-- Source information follows --
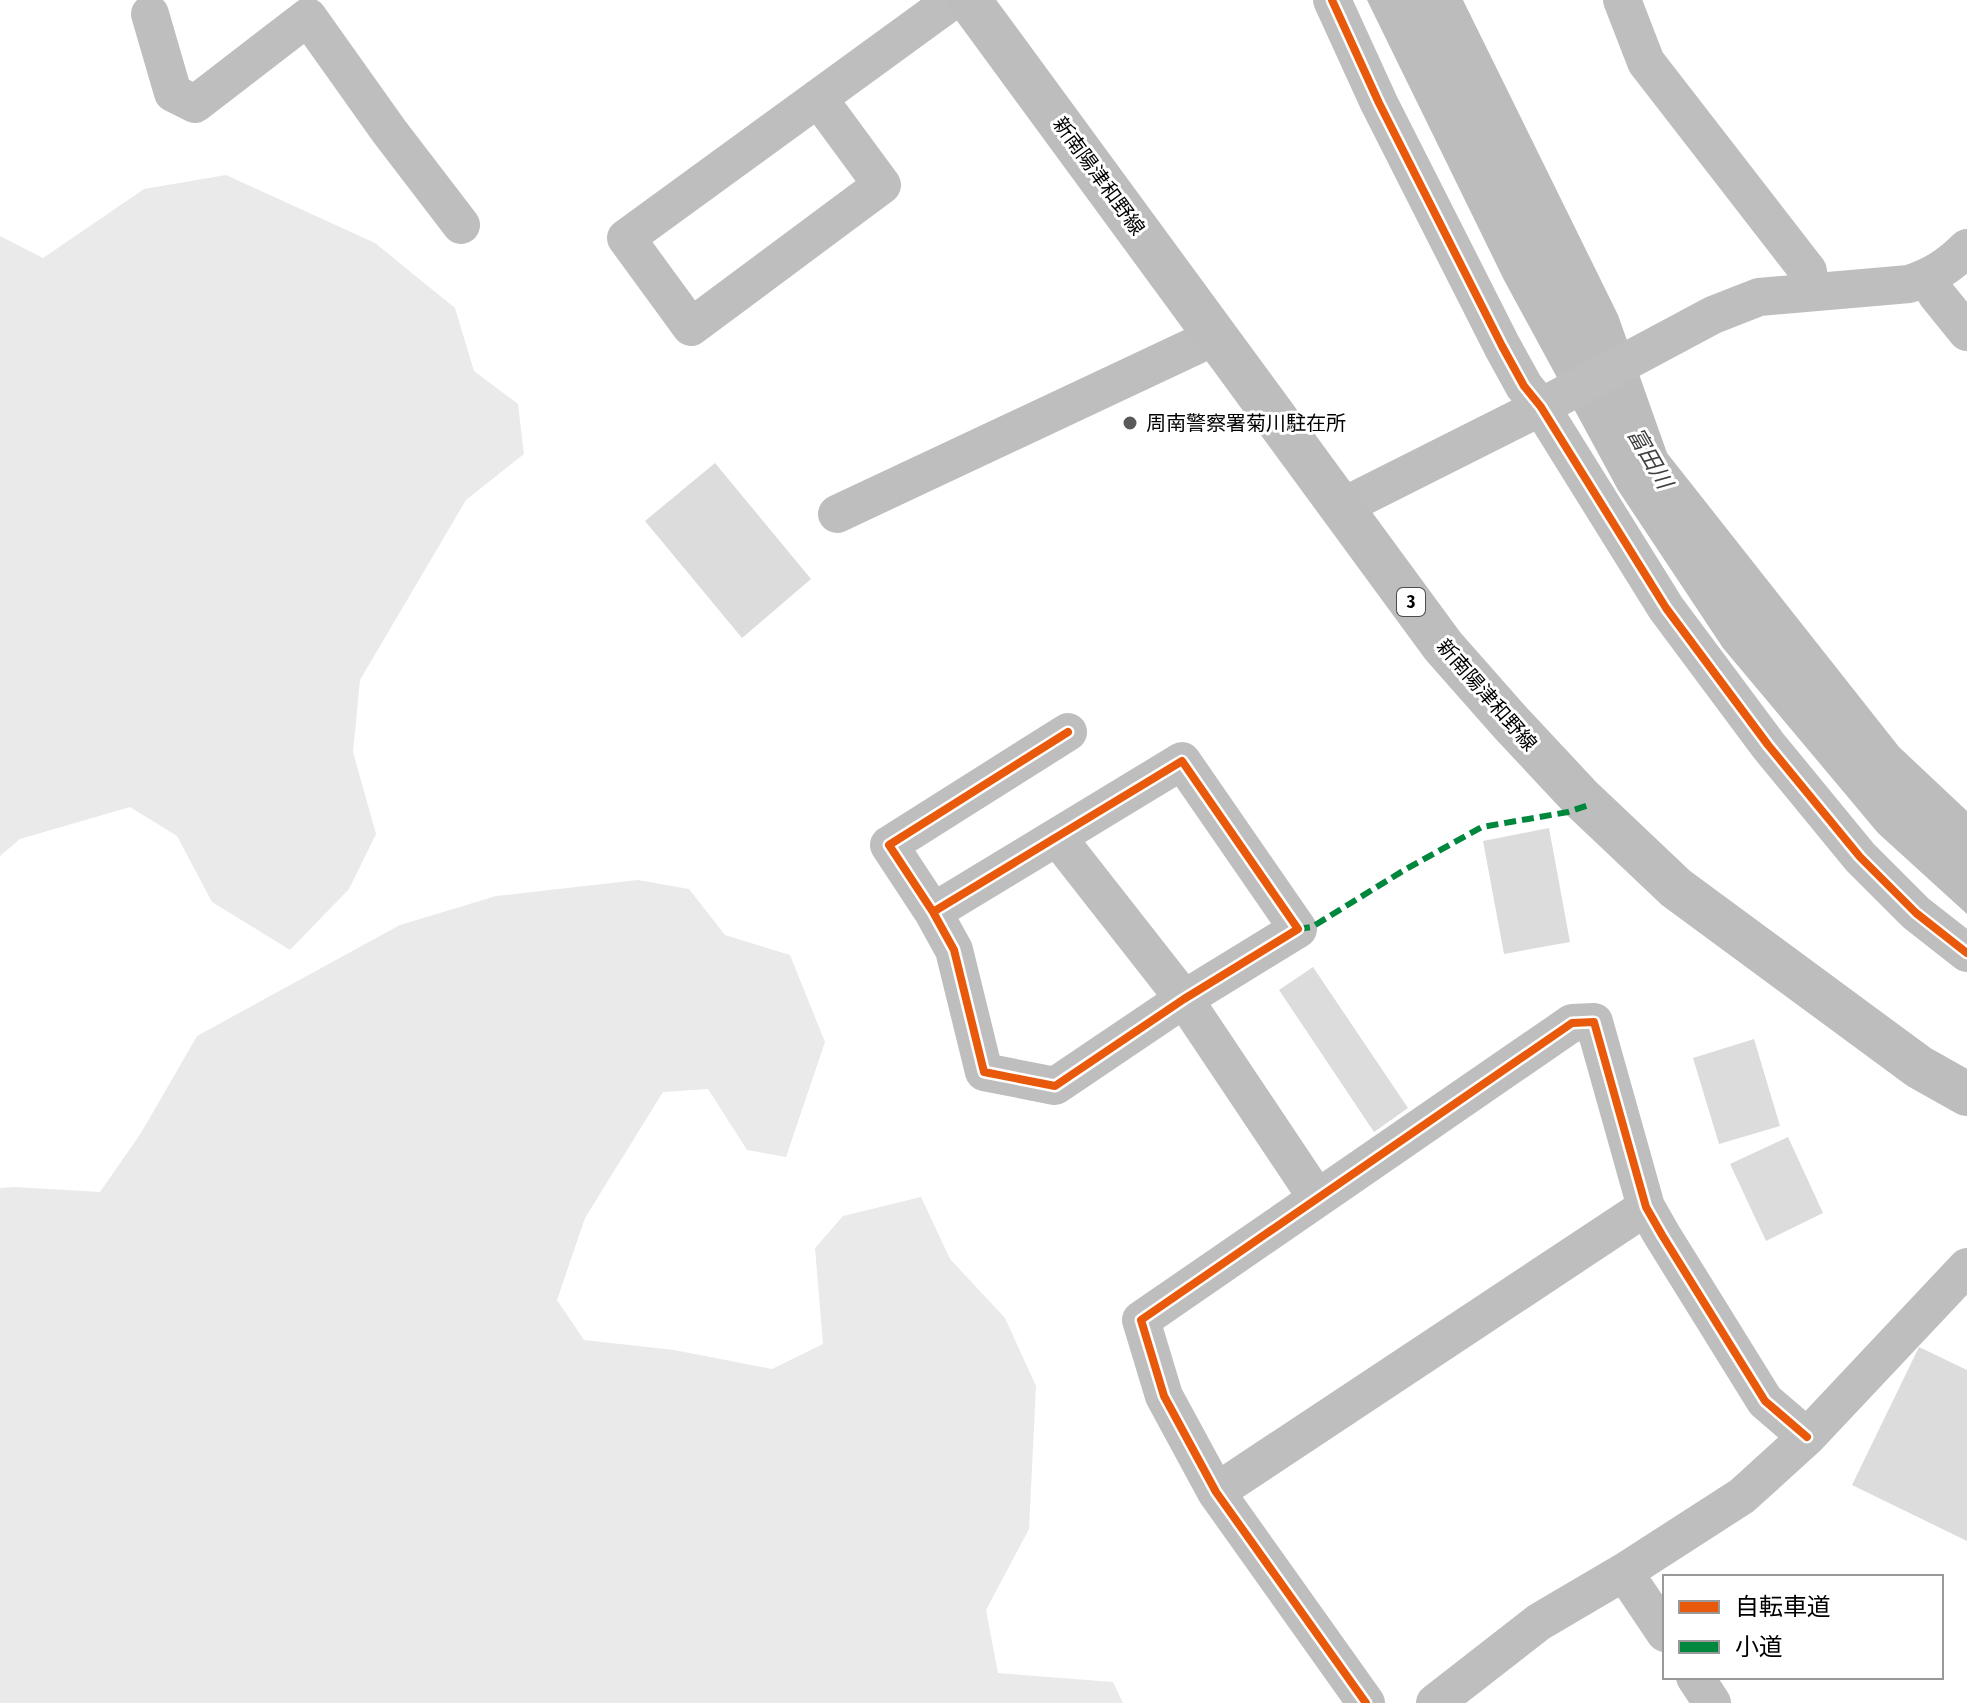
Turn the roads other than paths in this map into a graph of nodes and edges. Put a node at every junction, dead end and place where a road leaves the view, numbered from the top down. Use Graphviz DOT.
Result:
graph roads {
  1 [pos="953,0"];
  2 [pos="969,0"];
  3 [pos="1332,0"];
  4 [pos="1622,0"];
  5 [pos="318,9"];
  6 [pos="150,14"];
  7 [pos="818,98"];
  8 [pos="461,225"];
  9 [pos="1967,248"];
  10 [pos="1927,278"];
  11 [pos="1810,292"];
  12 [pos="1967,332"];
  13 [pos="1216,336"];
  14 [pos="1549,402"];
  15 [pos="1342,507"];
  16 [pos="837,514"];
  17 [pos="1068,732"];
  18 [pos="1057,837"];
  19 [pos="933,912"];
  20 [pos="1967,953"];
  21 [pos="1184,999"];
  22 [pos="1967,1094"];
  23 [pos="1317,1198"];
  24 [pos="1646,1207"];
  25 [pos="1967,1267"];
  26 [pos="1807,1437"];
  27 [pos="1216,1492"];
  28 [pos="1624,1572"];
  29 [pos="1663,1630"];
  30 [pos="1696,1679"];
  31 [pos="1366,1703"];
  32 [pos="1435,1703"];
  33 [pos="1712,1703"];
  1 -- 7 [label="street"];
  2 -- 13 [label="main road, 新南陽津和野線 / 3"];
  3 -- 14 [label="street"];
  4 -- 11 [label="street"];
  5 -- 6 [label="street"];
  5 -- 8 [label="street"];
  7 -- 7 [label="street"];
  9 -- 10 [label="street"];
  10 -- 11 [label="street"];
  10 -- 12 [label="street"];
  11 -- 14 [label="street"];
  13 -- 15 [label="main road, 新南陽津和野線 / 3"];
  13 -- 16 [label="street"];
  14 -- 15 [label="street"];
  14 -- 20 [label="street"];
  15 -- 22 [label="main road, 新南陽津和野線 / 3"];
  17 -- 19 [label="street"];
  18 -- 19 [label="street"];
  18 -- 21 [label="street"];
  18 -- 21 [label="street"];
  19 -- 21 [label="street"];
  21 -- 23 [label="street"];
  23 -- 24 [label="street"];
  23 -- 27 [label="street"];
  24 -- 26 [label="street"];
  24 -- 27 [label="street"];
  25 -- 26 [label="street"];
  26 -- 28 [label="street"];
  27 -- 31 [label="street"];
  28 -- 29 [label="street"];
  28 -- 32 [label="street"];
  30 -- 33 [label="street"];
}
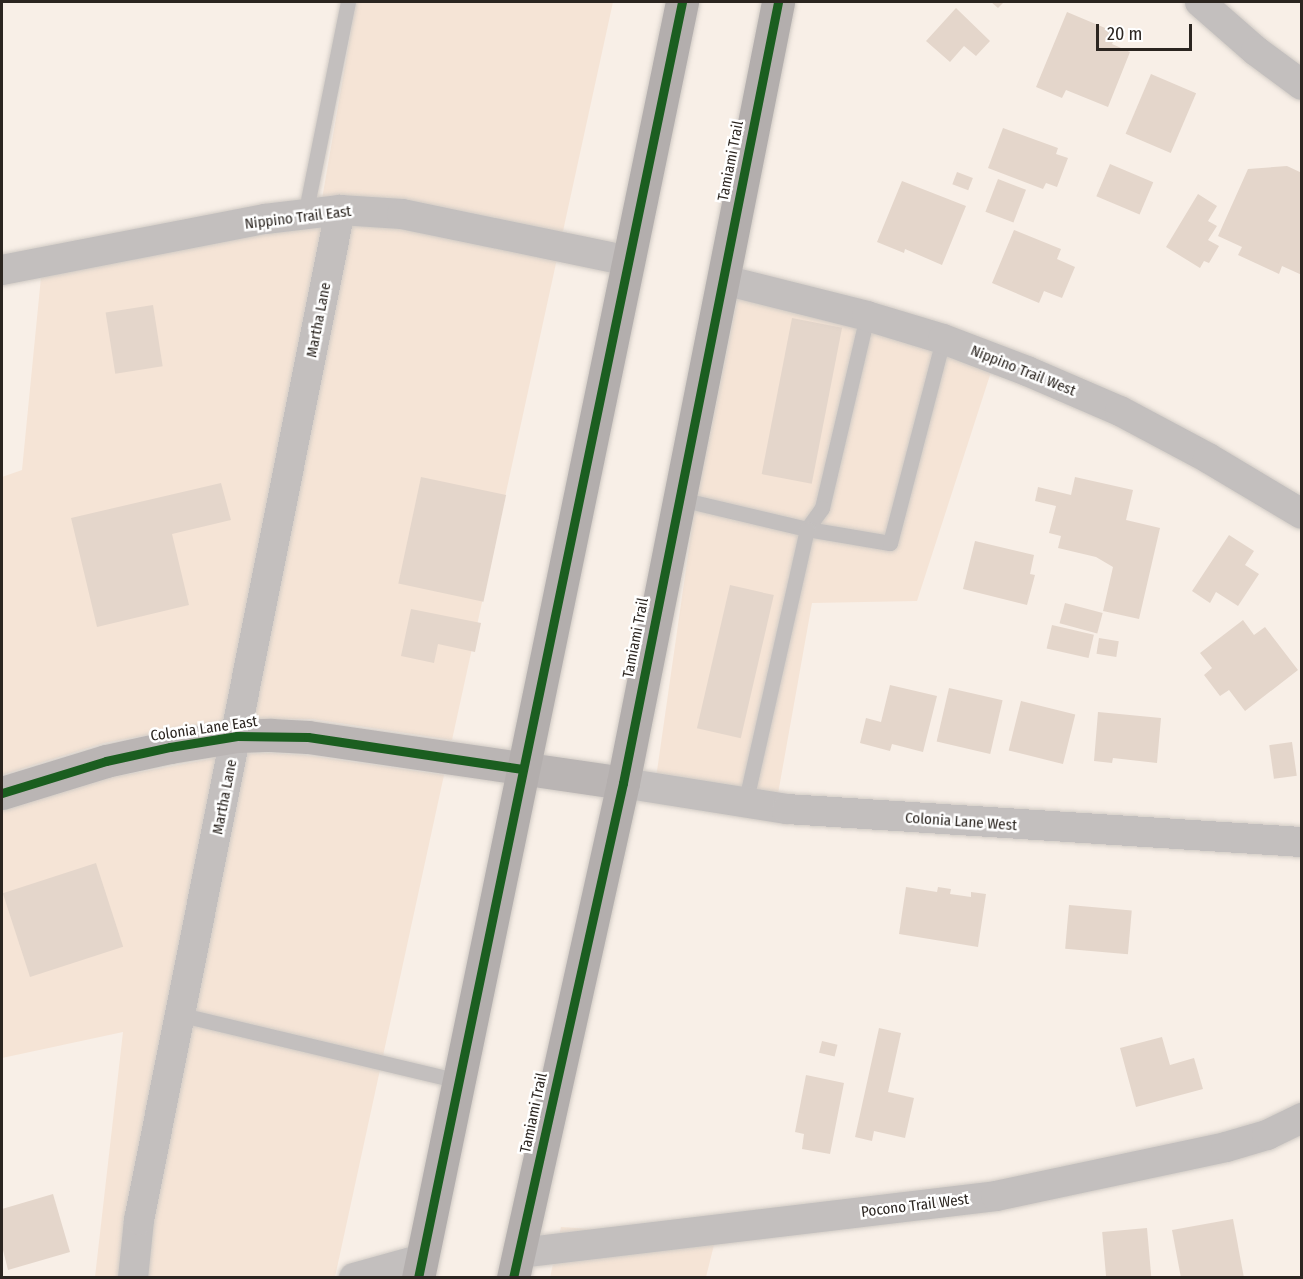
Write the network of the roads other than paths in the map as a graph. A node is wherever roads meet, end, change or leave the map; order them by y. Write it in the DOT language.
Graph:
graph roads {
  1 [pos="348,2"];
  2 [pos="682,2"];
  3 [pos="778,2"];
  4 [pos="1200,2"];
  5 [pos="1302,85"];
  6 [pos="340,210"];
  7 [pos="305,215"];
  8 [pos="629,261"];
  9 [pos="2,270"];
  10 [pos="724,280"];
  11 [pos="867,316"];
  12 [pos="943,339"];
  13 [pos="680,499"];
  14 [pos="1302,514"];
  15 [pos="807,529"];
  16 [pos="237,736"];
  17 [pos="523,769"];
  18 [pos="623,783"];
  19 [pos="2,793"];
  20 [pos="745,804"];
  21 [pos="1302,842"];
  22 [pos="182,1016"];
  23 [pos="460,1081"];
  24 [pos="1302,1118"];
  25 [pos="516,1265"];
  26 [pos="423,1272"];
  27 [pos="133,1278"];
  28 [pos="354,1278"];
  1 -- 7 [label="lane"];
  2 -- 8 [label="main road"];
  3 -- 10 [label="main road, Tamiami Trail"];
  4 -- 5 [label="street"];
  6 -- 7 [label="street, Nippino Trail East"];
  6 -- 8 [label="street, Nippino Trail East"];
  6 -- 16 [label="street, Martha Lane"];
  7 -- 9 [label="street, Nippino Trail East"];
  8 -- 17 [label="main road"];
  10 -- 11 [label="street, Nippino Trail West"];
  10 -- 13 [label="main road, Tamiami Trail"];
  11 -- 12 [label="street, Nippino Trail West"];
  11 -- 15 [label="lane"];
  12 -- 14 [label="street, Nippino Trail West"];
  12 -- 15 [label="lane"];
  13 -- 15 [label="lane"];
  13 -- 18 [label="main road, Tamiami Trail"];
  15 -- 20 [label="lane"];
  16 -- 17 [label="street, Colonia Lane East"];
  16 -- 19 [label="street, Colonia Lane East"];
  16 -- 22 [label="street, Martha Lane"];
  17 -- 18 [label="street, Colonia Lane East"];
  17 -- 23 [label="main road"];
  18 -- 20 [label="street, Colonia Lane West"];
  18 -- 25 [label="main road, Tamiami Trail"];
  20 -- 21 [label="street, Colonia Lane West"];
  22 -- 23 [label="lane"];
  22 -- 27 [label="street, Martha Lane"];
  23 -- 26 [label="main road"];
  24 -- 25 [label="street, Pocono Trail West"];
  26 -- 28 [label="street"];
}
-- Source information concluded --
Assigned task: Among the entries above, find every line holding "paths" and copy it.

Written answer:
Turn the roads other than paths in this map into a graph of nodes and edges. Put a node at every junction, dead end and place where a road leaves the view, numbered from the top down. Use Graphviz DOT.
Write the network of the roads other than paths in the map as a graph. A node is wherever roads meet, end, change or leave the map; order them by y. Write it in the DOT language.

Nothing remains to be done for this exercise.